Headshot of Marcel Nutz

Abstract

We study how to unwind stochastic order flow with minimal transaction costs. Stochastic order flow arises, e.g., in the central risk book (CRB), a centralized trading desk that aggregates order flows within a financial institution. The desk can warehouse in-flow orders, ideally netting them against subsequent opposite orders (internalization), or route them to the market (externalization) and incur costs related to price impact and bid-ask spread. We model and solve this problem for a general class of in-flow processes, enabling us to study in detail how in-flow characteristics affect optimal strategy and core trading metrics. Our model allows for an analytic solution in semi-closed form and is readily implementable numerically.

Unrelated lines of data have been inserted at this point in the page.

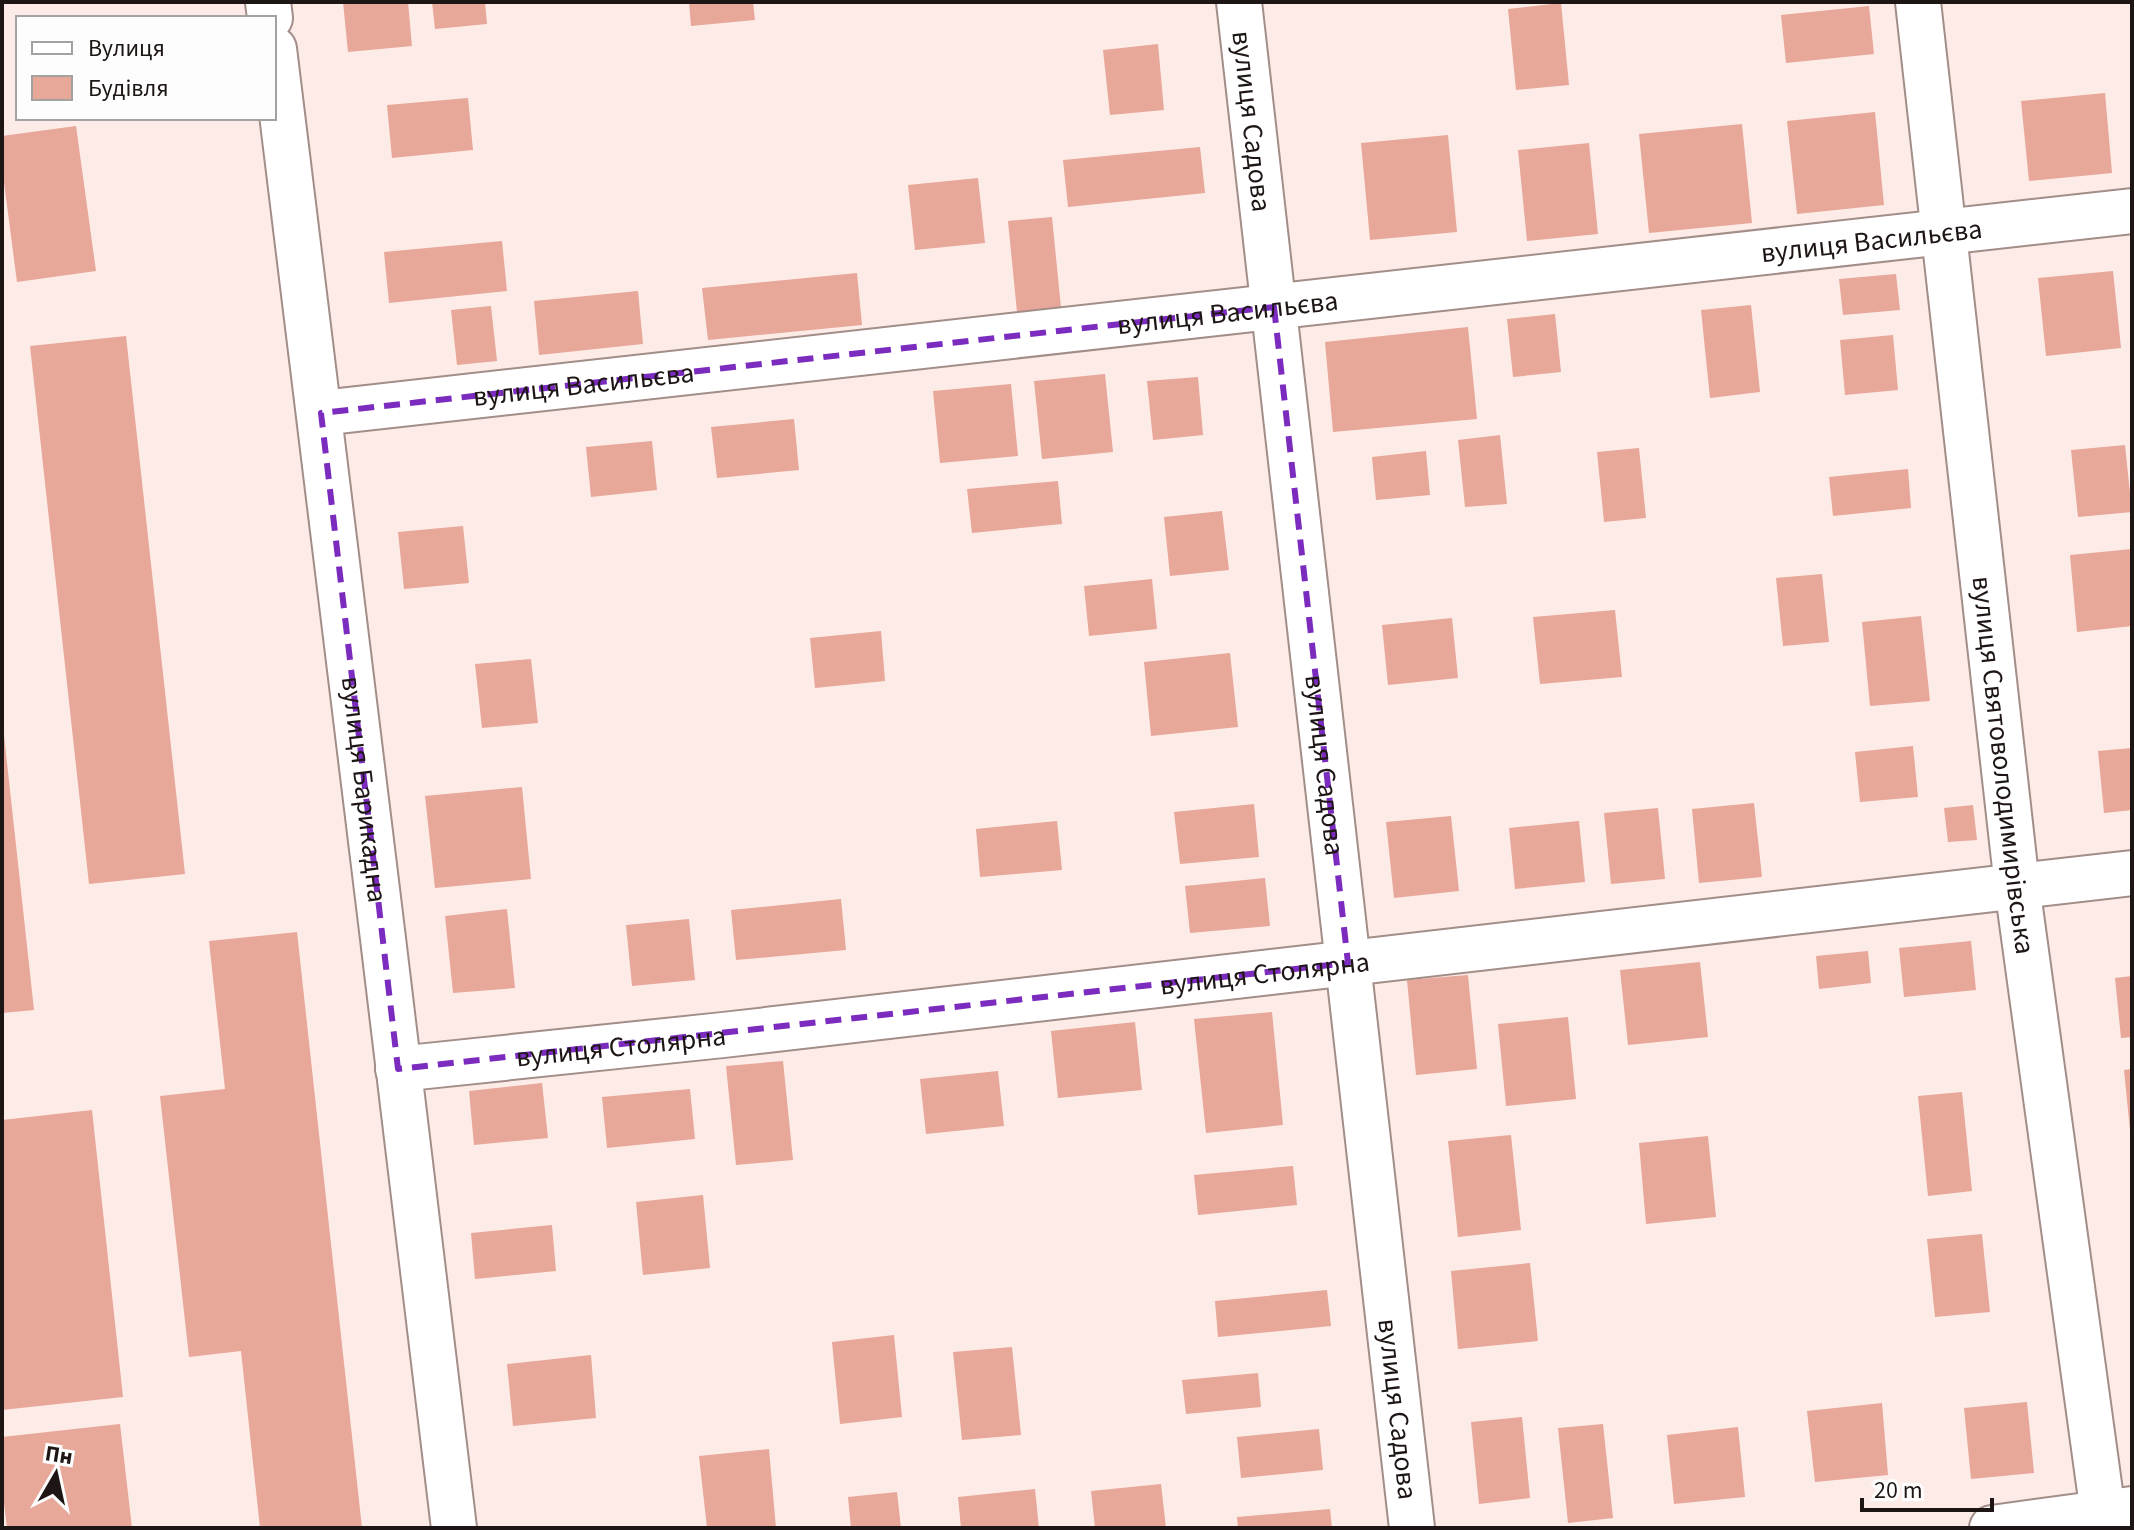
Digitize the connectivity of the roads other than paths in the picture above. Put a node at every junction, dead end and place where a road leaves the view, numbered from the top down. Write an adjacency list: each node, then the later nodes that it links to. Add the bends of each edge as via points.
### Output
1 (1239, 2): 6 (street, вулиця Садова)
2 (1918, 2): 5 (street, вулиця Святоволодимирівська)
3 (276, 64): 7 (street, вулиця Барикадна)
4 (2132, 211): 5 (street, вулиця Васильєва)
5 (1944, 232): 6 (street, вулиця Васильєва); 9 (street, вулиця Святоволодимирівська)
6 (1274, 307): 7 (street, вулиця Васильєва); 10 (street, вулиця Садова)
7 (321, 413): 11 (street, вулиця Барикадна)
8 (2132, 873): 9 (street, вулиця Столярна)
9 (2017, 886): 10 (street, вулиця Столярна); 12 (street, вулиця Святоволодимирівська)
10 (1348, 963): 11 (street, вулиця Столярна); 14 (street, вулиця Садова)
11 (398, 1069): 13 (street, вулиця Барикадна)
12 (2114, 1517): 15 (street)
13 (454, 1528)
14 (1412, 1528)
15 (1992, 1528)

Compared with a standard execution problem where the order size is known upfront, the unwind strategy exhibits an additive adjustment for projected future in flows. Its sign depends on the autocorrelation of orders; only truthtelling (martingale) flow is unwound myopically. In addition to analytic results, we present extensive simulations for different use cases and regimes and introduce new metrics of practical interest.

Biography

Marcel is a professor in the Statistics and Mathematics departments at Columbia University. His research focuses on mathematical finance, optimal transport and mean-field games. He obtained his PhD at ETH Zurich under the direction of Martin Schweizer, followed by a postdoc with Mete Soner. Marcel was named IMS Fellow, Alfred P. Sloan Fellow and Columbia-Ecole Polytechnique Alliance Professor.